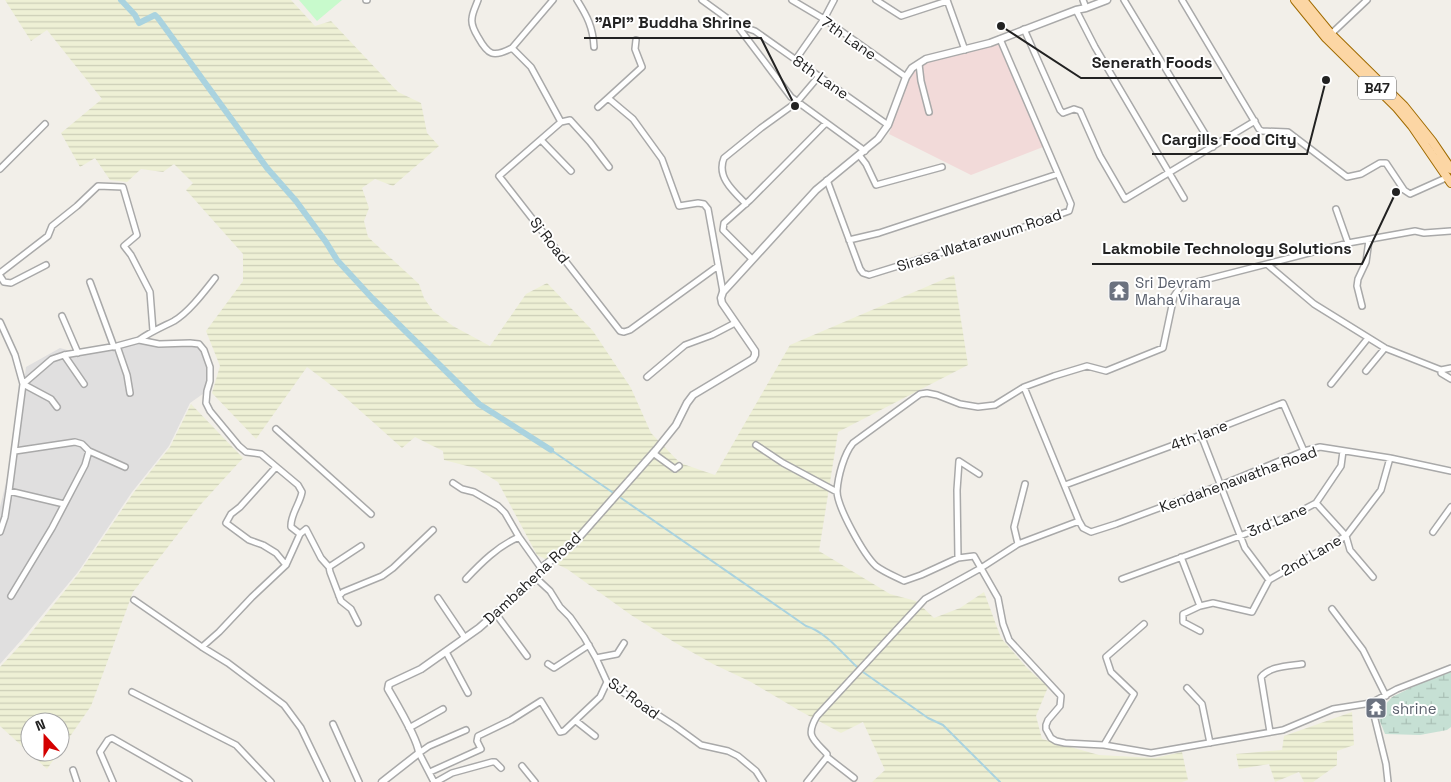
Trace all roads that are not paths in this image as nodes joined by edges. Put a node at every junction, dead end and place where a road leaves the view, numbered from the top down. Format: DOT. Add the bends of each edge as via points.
graph roads {
  1 [pos="478,0"];
  2 [pos="553,0"];
  3 [pos="576,0"];
  4 [pos="702,0"];
  5 [pos="792,0"];
  6 [pos="834,0"];
  7 [pos="876,0"];
  8 [pos="947,0"];
  9 [pos="1083,0"];
  10 [pos="1107,0"];
  11 [pos="1124,0"];
  12 [pos="1182,0"];
  13 [pos="1295,0"];
  14 [pos="1303,0"];
  15 [pos="1367,0"];
  16 [pos="1086,8"];
  17 [pos="1076,10"];
  18 [pos="824,20"];
  19 [pos="735,24"];
  20 [pos="1024,29"];
  21 [pos="1331,34"];
  22 [pos="1000,38"];
  23 [pos="636,40"];
  24 [pos="594,47"];
  25 [pos="512,48"];
  26 [pos="965,50"];
  27 [pos="796,59"];
  28 [pos="919,64"];
  29 [pos="819,76"];
  30 [pos="906,77"];
  31 [pos="608,98"];
  32 [pos="797,102"];
  33 [pos="598,107"];
  34 [pos="929,112"];
  35 [pos="1255,121"];
  36 [pos="561,122"];
  37 [pos="826,123"];
  38 [pos="45,124"];
  39 [pos="888,125"];
  40 [pos="541,140"];
  41 [pos="1213,147"];
  42 [pos="865,151"];
  43 [pos="859,155"];
  44 [pos="608,167"];
  45 [pos="942,167"];
  46 [pos="0,170"];
  47 [pos="1451,170"];
  48 [pos="571,171"];
  49 [pos="1170,172"];
  50 [pos="1058,174"];
  51 [pos="827,180"];
  52 [pos="1449,180"];
  53 [pos="1184,198"];
  54 [pos="746,204"];
  55 [pos="1336,209"];
  56 [pos="1451,231"];
  57 [pos="850,240"];
  58 [pos="1369,240"];
  59 [pos="1348,243"];
  60 [pos="752,259"];
  61 [pos="46,265"];
  62 [pos="1268,265"];
  63 [pos="718,266"];
  64 [pos="0,274"];
  65 [pos="215,278"];
  66 [pos="90,282"];
  67 [pos="723,292"];
  68 [pos="1362,306"];
  69 [pos="62,316"];
  70 [pos="0,322"];
  71 [pos="735,324"];
  72 [pos="153,331"];
  73 [pos="1368,338"];
  74 [pos="139,340"];
  75 [pos="115,347"];
  76 [pos="1385,348"];
  77 [pos="78,353"];
  78 [pos="64,355"];
  79 [pos="1451,368"];
  80 [pos="1441,370"];
  81 [pos="1366,371"];
  82 [pos="646,377"];
  83 [pos="1451,379"];
  84 [pos="24,384"];
  85 [pos="84,384"];
  86 [pos="1330,384"];
  87 [pos="1024,387"];
  88 [pos="130,392"];
  89 [pos="57,407"];
  90 [pos="276,429"];
  91 [pos="1201,435"];
  92 [pos="756,445"];
  93 [pos="15,451"];
  94 [pos="88,451"];
  95 [pos="1304,451"];
  96 [pos="1343,451"];
  97 [pos="653,453"];
  98 [pos="1390,458"];
  99 [pos="679,466"];
  100 [pos="125,467"];
  101 [pos="276,467"];
  102 [pos="1451,472"];
  103 [pos="980,474"];
  104 [pos="453,483"];
  105 [pos="1025,484"];
  106 [pos="1065,485"];
  107 [pos="1221,486"];
  108 [pos="9,491"];
  109 [pos="837,492"];
  110 [pos="1316,502"];
  111 [pos="64,504"];
  112 [pos="1451,507"];
  113 [pos="371,514"];
  114 [pos="1079,521"];
  115 [pos="433,530"];
  116 [pos="0,532"];
  117 [pos="1433,532"];
  118 [pos="300,534"];
  119 [pos="1240,536"];
  120 [pos="1346,536"];
  121 [pos="519,537"];
  122 [pos="1018,544"];
  123 [pos="361,546"];
  124 [pos="1181,557"];
  125 [pos="958,558"];
  126 [pos="286,565"];
  127 [pos="329,567"];
  128 [pos="540,568"];
  129 [pos="982,568"];
  130 [pos="1373,577"];
  131 [pos="536,578"];
  132 [pos="1122,579"];
  133 [pos="466,580"];
  134 [pos="1269,580"];
  135 [pos="11,596"];
  136 [pos="339,596"];
  137 [pos="438,598"];
  138 [pos="134,600"];
  139 [pos="1200,606"];
  140 [pos="1332,609"];
  141 [pos="496,614"];
  142 [pos="358,623"];
  143 [pos="1144,624"];
  144 [pos="1200,630"];
  145 [pos="465,638"];
  146 [pos="624,643"];
  147 [pos="589,646"];
  148 [pos="202,647"];
  149 [pos="446,652"];
  150 [pos="528,656"];
  151 [pos="596,658"];
  152 [pos="548,664"];
  153 [pos="1302,664"];
  154 [pos="1451,668"];
  155 [pos="607,682"];
  156 [pos="1187,688"];
  157 [pos="132,692"];
  158 [pos="468,693"];
  159 [pos="1386,696"];
  160 [pos="1371,704"];
  161 [pos="443,710"];
  162 [pos="576,721"];
  163 [pos="333,724"];
  164 [pos="409,728"];
  165 [pos="466,730"];
  166 [pos="1270,732"];
  167 [pos="595,736"];
  168 [pos="1210,743"];
  169 [pos="1104,745"];
  170 [pos="419,753"];
  171 [pos="826,757"];
  172 [pos="522,766"];
  173 [pos="501,768"];
  174 [pos="73,770"];
  175 [pos="430,772"];
  176 [pos="854,778"];
  177 [pos="77,782"];
  178 [pos="113,782"];
  179 [pos="189,782"];
  180 [pos="271,782"];
  181 [pos="327,782"];
  182 [pos="360,782"];
  183 [pos="382,782"];
  184 [pos="435,782"];
  185 [pos="535,782"];
  186 [pos="763,782"];
  187 [pos="807,782"];
  188 [pos="1388,782"];
  1 -- 25 [label="street" via="471,20 485,50 494,54"];
  2 -- 25 [label="street"];
  3 -- 24 [label="street" via="594,34"];
  4 -- 19 [label="street, 8th Lane"];
  5 -- 18 [label="street, 7th Lane"];
  6 -- 18 [label="street"];
  7 -- 8 [label="street" via="902,16"];
  8 -- 26 [label="street"];
  9 -- 16 [label="street"];
  10 -- 16 [label="street"];
  11 -- 41 [label="street"];
  12 -- 35 [label="street"];
  13 -- 52 [label="main road, B47" via="1326,38 1397,108"];
  14 -- 21 [label="main road, B47"];
  15 -- 21 [label="street"];
  16 -- 17 [label="street"];
  17 -- 20 [label="street"];
  17 -- 49 [label="street"];
  18 -- 27 [label="street"];
  18 -- 30 [label="street, 7th Lane"];
  19 -- 27 [label="street, 8th Lane" via="755,32"];
  19 -- 32 [label="street"];
  20 -- 22 [label="street"];
  20 -- 49 [label="street" via="1060,110 1064,113 1074,109 1080,111 1100,156 1125,198"];
  21 -- 47 [label="main road, B47" via="1404,106"];
  22 -- 26 [label="street"];
  22 -- 50 [label="street, Sirasa Watarawum Road"];
  23 -- 31 [label="street" via="635,49 642,67"];
  25 -- 36 [label="street" via="531,67"];
  26 -- 28 [label="street" via="926,59"];
  27 -- 29 [label="street, 8th Lane"];
  28 -- 30 [label="street"];
  28 -- 34 [label="street"];
  29 -- 32 [label="street"];
  29 -- 39 [label="street, 8th Lane"];
  30 -- 39 [label="street"];
  31 -- 33 [label="street"];
  31 -- 63 [label="street" via="633,119 662,159 679,206 698,203 708,209"];
  32 -- 37 [label="street"];
  32 -- 54 [label="street" via="724,158 724,178 729,188"];
  35 -- 41 [label="street"];
  35 -- 52 [label="street" via="1262,131 1288,132 1347,177 1386,163 1410,194"];
  36 -- 40 [label="street, Sj Road"];
  36 -- 44 [label="street" via="570,120"];
  37 -- 42 [label="street"];
  37 -- 54 [label="street"];
  38 -- 46 [label="street"];
  39 -- 42 [label="street"];
  40 -- 48 [label="street"];
  40 -- 63 [label="street, Sj Road" via="499,176 620,330 630,330"];
  41 -- 49 [label="street"];
  42 -- 43 [label="street"];
  43 -- 45 [label="street" via="876,185"];
  43 -- 51 [label="street"];
  49 -- 53 [label="street"];
  50 -- 57 [label="street"];
  50 -- 57 [label="street, Sirasa Watarawum Road" via="1071,204 1070,211 1024,227 869,275 860,269"];
  51 -- 57 [label="street, Sirasa Watarawum Road"];
  51 -- 60 [label="street"];
  54 -- 60 [label="street" via="724,222 723,230"];
  55 -- 59 [label="street"];
  56 -- 58 [label="street" via="1415,232"];
  58 -- 59 [label="street"];
  58 -- 68 [label="street" via="1366,262 1357,286"];
  59 -- 62 [label="street"];
  60 -- 67 [label="street"];
  61 -- 64 [label="street" via="11,283 4,282"];
  62 -- 73 [label="street" via="1314,304"];
  62 -- 87 [label="street" via="1181,286 1174,296 1163,348 1106,371 1087,366"];
  63 -- 67 [label="street"];
  64 -- 72 [label="street" via="48,236 52,226 98,186 123,187 137,235 124,246 150,292"];
  65 -- 72 [label="street" via="176,320"];
  66 -- 75 [label="street"];
  67 -- 71 [label="street" via="722,303"];
  69 -- 77 [label="street"];
  70 -- 84 [label="street"];
  71 -- 82 [label="street" via="685,345"];
  71 -- 97 [label="street, Dambahena Road" via="755,355 693,395 676,425"];
  72 -- 74 [label="street"];
  73 -- 76 [label="street"];
  73 -- 86 [label="street"];
  74 -- 75 [label="street"];
  74 -- 101 [label="street" via="159,344 195,342 201,346 210,367 206,403 210,411 246,452 260,452"];
  75 -- 77 [label="street"];
  75 -- 88 [label="street"];
  76 -- 80 [label="street"];
  76 -- 81 [label="street"];
  77 -- 78 [label="street"];
  78 -- 84 [label="street" via="52,359"];
  78 -- 85 [label="street"];
  79 -- 80 [label="street"];
  80 -- 83 [label="street"];
  84 -- 89 [label="street" via="51,399"];
  84 -- 93 [label="street"];
  87 -- 106 [label="street"];
  87 -- 109 [label="street" via="995,405 978,407 937,395 920,394 847,450"];
  90 -- 113 [label="street"];
  91 -- 95 [label="street, 4th lane" via="1283,403"];
  91 -- 106 [label="street, 4th lane"];
  91 -- 107 [label="street"];
  92 -- 109 [label="street"];
  93 -- 94 [label="street" via="75,442"];
  93 -- 108 [label="street"];
  94 -- 100 [label="street"];
  94 -- 111 [label="street"];
  95 -- 96 [label="street, Kendahenawatha Road" via="1320,446"];
  95 -- 107 [label="street, Kendahenawatha Road"];
  96 -- 98 [label="street, Kendahenawatha Road"];
  96 -- 110 [label="street, 3rd Lane" via="1341,466"];
  97 -- 99 [label="street" via="675,470"];
  97 -- 128 [label="street, Dambahena Road" via="572,544"];
  98 -- 102 [label="street, Kendahenawatha Road"];
  98 -- 120 [label="street, 2nd Lane" via="1381,490"];
  101 -- 118 [label="street" via="302,492 290,521 291,527"];
  101 -- 126 [label="street" via="226,523 249,540 276,553"];
  103 -- 125 [label="street" via="959,461"];
  104 -- 121 [label="street" via="498,506"];
  105 -- 122 [label="street" via="1014,527"];
  106 -- 114 [label="street"];
  107 -- 114 [label="street, Kendahenawatha Road" via="1091,532"];
  107 -- 119 [label="street"];
  108 -- 111 [label="street"];
  108 -- 116 [label="street"];
  109 -- 125 [label="street" via="855,535 878,568 904,581"];
  110 -- 119 [label="street, 3rd Lane"];
  110 -- 120 [label="street"];
  111 -- 135 [label="street"];
  112 -- 117 [label="street"];
  114 -- 122 [label="street"];
  115 -- 136 [label="street" via="382,576"];
  118 -- 126 [label="street"];
  118 -- 127 [label="street" via="306,529"];
  119 -- 124 [label="street, 3rd Lane"];
  119 -- 134 [label="street"];
  120 -- 130 [label="street" via="1350,550"];
  120 -- 134 [label="street, 2nd Lane"];
  121 -- 128 [label="street"];
  121 -- 133 [label="street" via="484,560"];
  122 -- 129 [label="street"];
  123 -- 127 [label="street"];
  124 -- 132 [label="street, 3rd Lane"];
  124 -- 139 [label="street"];
  125 -- 129 [label="street" via="974,556"];
  126 -- 148 [label="street"];
  127 -- 136 [label="street"];
  128 -- 131 [label="street, Dambahena Road"];
  129 -- 169 [label="street" via="998,598 1009,640 1061,696 1060,706 1046,725 1051,738 1065,743"];
  129 -- 171 [label="street" via="925,600 817,716 810,733"];
  131 -- 141 [label="street, Dambahena Road"];
  131 -- 147 [label="street, SJ Road" via="550,591"];
  134 -- 139 [label="street, 2nd Lane" via="1252,612 1213,603"];
  136 -- 142 [label="street"];
  137 -- 145 [label="street"];
  138 -- 148 [label="street"];
  139 -- 144 [label="street" via="1183,614 1183,622"];
  140 -- 159 [label="street" via="1363,650"];
  141 -- 145 [label="street, Dambahena Road"];
  141 -- 150 [label="street"];
  143 -- 169 [label="street" via="1106,657 1111,672 1134,694"];
  145 -- 149 [label="street, Dambahena Road"];
  146 -- 151 [label="street" via="617,654"];
  147 -- 151 [label="street, SJ Road"];
  147 -- 152 [label="street" via="554,668"];
  148 -- 181 [label="street" via="284,704 301,728"];
  149 -- 158 [label="street"];
  149 -- 164 [label="street, Dambahena Road" via="421,669 389,684 388,689"];
  151 -- 155 [label="street, SJ Road"];
  153 -- 166 [label="street" via="1271,670 1261,677"];
  154 -- 159 [label="street"];
  155 -- 162 [label="street" via="600,697"];
  155 -- 186 [label="street, SJ Road" via="701,744 728,750 738,756 756,770"];
  156 -- 168 [label="street" via="1202,704"];
  157 -- 180 [label="street" via="236,745"];
  159 -- 160 [label="street"];
  160 -- 166 [label="street" via="1333,709 1283,730"];
  160 -- 188 [label="street"];
  161 -- 164 [label="street"];
  162 -- 167 [label="street"];
  162 -- 175 [label="street" via="560,732 541,701 478,736 481,749"];
  163 -- 182 [label="street"];
  164 -- 170 [label="street, Dambahena Road"];
  165 -- 170 [label="street"];
  166 -- 168 [label="street"];
  168 -- 169 [label="street" via="1152,753"];
  170 -- 175 [label="street"];
  170 -- 183 [label="street"];
  171 -- 176 [label="street"];
  171 -- 187 [label="street"];
  172 -- 185 [label="street"];
  173 -- 184 [label="street" via="492,762 452,773"];
  174 -- 177 [label="street"];
  175 -- 184 [label="street"];
  178 -- 179 [label="street" via="100,752 112,738"];
}
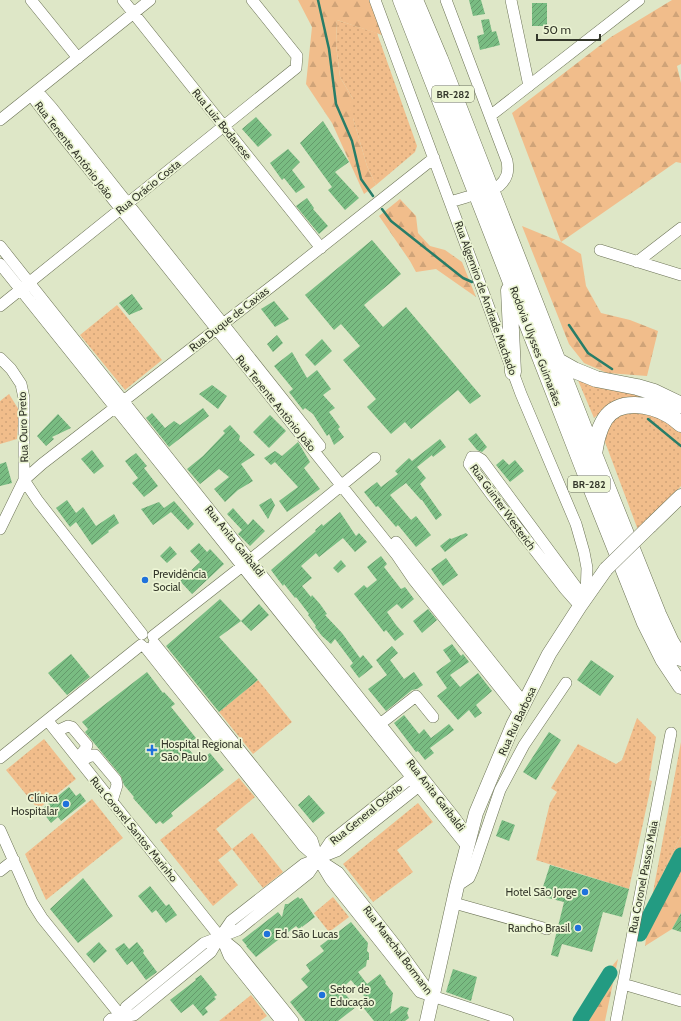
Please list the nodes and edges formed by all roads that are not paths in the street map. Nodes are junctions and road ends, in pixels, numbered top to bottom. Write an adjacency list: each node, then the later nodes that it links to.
1 (31, 0): 12 (street)
2 (123, 0): 11 (street, Rua Luiz Bodanese)
3 (150, 0): 11 (street)
4 (252, 0): 17 (street, Rua Orácio Costa)
5 (375, 0): 18 (street, Rua Algemiro de Andrade Machado)
6 (401, 0): 30 (highway, Rodovia Ulysses Guimarães / BR-282)
7 (415, 0): 35 (highway, Rodovia Ulysses Guimarães / BR-282)
8 (446, 0): 15 (street)
9 (511, 0): 13 (street)
10 (632, 2): 13 (street)
11 (134, 13): 12 (street); 17 (street, Rua Luiz Bodanese)
12 (78, 58): 14 (street)
13 (529, 86): 15 (street)
14 (34, 93): 16 (street); 22 (street, Rua Tenente Antônio João)
15 (490, 116): 19 (street)
16 (0, 120)
17 (224, 126): 22 (street, Rua Orácio Costa); 25 (street, Rua Luiz Bodanese)
18 (434, 158): 21 (street, Rua Algemiro de Andrade Machado); 25 (street, Rua Duque de Caxias)
19 (499, 186)
20 (467, 197): 21 (street)
21 (450, 202): 36 (street, Rua Algemiro de Andrade Machado)
22 (124, 207): 31 (street, Rua Orácio Costa); 33 (street, Rua Tenente Antônio João)
23 (681, 228): 27 (street)
24 (0, 246): 31 (street, Rua Anita Garibaldi)
25 (321, 248): 33 (street, Rua Duque de Caxias)
26 (600, 250): 27 (street)
27 (637, 262): 29 (street)
28 (0, 264): 31 (street, Rua Anita Garibaldi)
29 (681, 275)
30 (508, 276): 36 (highway); 60 (highway, Rodovia Ulysses Guimarães / BR-282)
31 (25, 286): 32 (street, Rua Orácio Costa); 37 (street, Rua Anita Garibaldi)
32 (0, 306)
33 (220, 326): 37 (street, Rua Duque de Caxias); 45 (street, Rua Tenente Antônio João)
34 (0, 358): 40 (street, Rua Ouro Preto)
35 (558, 361): 38 (highway); 41 (highway, Rodovia Ulysses Guimarães / BR-282)
36 (513, 372): 56 (street, Rua Algemiro de Andrade Machado)
37 (119, 405): 43 (street, Rua Duque de Caxias); 55 (street, Rua Anita Garibaldi)
38 (681, 405)
39 (681, 424): 41 (highway)
40 (24, 453): 43 (street); 44 (street, Rua Ouro Preto)
41 (594, 454): 58 (highway, Rodovia Ulysses Guimarães / BR-282)
42 (375, 458): 45 (street)
43 (42, 464): 44 (street, Rua Duque de Caxias)
44 (24, 480): 49 (street); 50 (street)
45 (345, 484): 55 (street); 61 (street, Rua Tenente Antônio João)
46 (501, 486): 47 (street); 47 (street, Rua Guinter Westerich); 51 (street, Rua Guinter Westerich)
47 (491, 494): 52 (street, Rua Guinter Westerich)
48 (681, 496): 56 (main road, Rua Rui Barbosa, bridge)
49 (38, 500): 50 (street); 57 (street)
50 (13, 502): 53 (street)
51 (526, 519): 52 (street); 54 (street, Rua Guinter Westerich)
52 (516, 526): 54 (street, Rua Guinter Westerich)
53 (0, 529)
54 (544, 553): 56 (street, Rua Guinter Westerich)
55 (246, 563): 57 (street); 64 (street, Rua Anita Garibaldi)
56 (584, 601): 61 (main road, Rua Rui Barbosa)
57 (147, 641): 63 (street); 75 (street)
58 (681, 658)
59 (566, 683): 78 (street, Rua Rui Barbosa)
60 (681, 686)
61 (522, 707): 74 (main road, Rua Rui Barbosa)
62 (433, 717): 64 (street)
63 (48, 721): 65 (street, Rua Coronel Santos Marinho); 67 (street)
64 (376, 727): 69 (street, Rua Anita Garibaldi)
65 (57, 731): 68 (street, Rua Coronel Santos Marinho); 68 (street)
66 (671, 733): 82 (street, Rua Coronel Passos Maia)
67 (0, 758)
68 (79, 760): 71 (street, Rua Coronel Santos Marinho); 71 (street)
69 (415, 774): 70 (street, Rua Anita Garibaldi); 72 (street, Rua General Osório)
70 (422, 783): 72 (street, Rua General Osório); 74 (street, Rua Anita Garibaldi)
71 (112, 800): 81 (street, Rua Coronel Santos Marinho)
72 (384, 806): 75 (street, Rua General Osório)
73 (0, 830): 76 (street)
74 (468, 842): 78 (main road, Rua Rui Barbosa)
75 (318, 859): 81 (street); 84 (street, Rua Marechal Bormann)
76 (14, 860): 77 (street); 86 (street)
77 (0, 871)
78 (457, 886): 79 (main road, Rua Rui Barbosa)
79 (454, 903): 80 (street); 84 (main road, Rua Rui Barbosa)
80 (547, 929)
81 (220, 937): 83 (street, Rua Coronel Santos Marinho); 86 (street)
82 (623, 984): 85 (street); 92 (street, Rua Coronel Passos Maia)
83 (265, 993): 88 (street, Rua Coronel Santos Marinho); 89 (street, Rua Coronel Santos Marinho)
84 (434, 997): 90 (main road, Rua Rui Barbosa); 91 (street)
85 (681, 1001)
86 (123, 1020): 87 (street)
87 (109, 1021)
88 (281, 1021)
89 (293, 1021)
90 (427, 1021)
91 (508, 1021)
92 (616, 1021)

→ **EXERCISE OBJECTIVE**
Isolate each line of the listing above that includes "Osório". Copy it.

→ **RESPONSE**
69 (415, 774): 70 (street, Rua Anita Garibaldi); 72 (street, Rua General Osório)
70 (422, 783): 72 (street, Rua General Osório); 74 (street, Rua Anita Garibaldi)
72 (384, 806): 75 (street, Rua General Osório)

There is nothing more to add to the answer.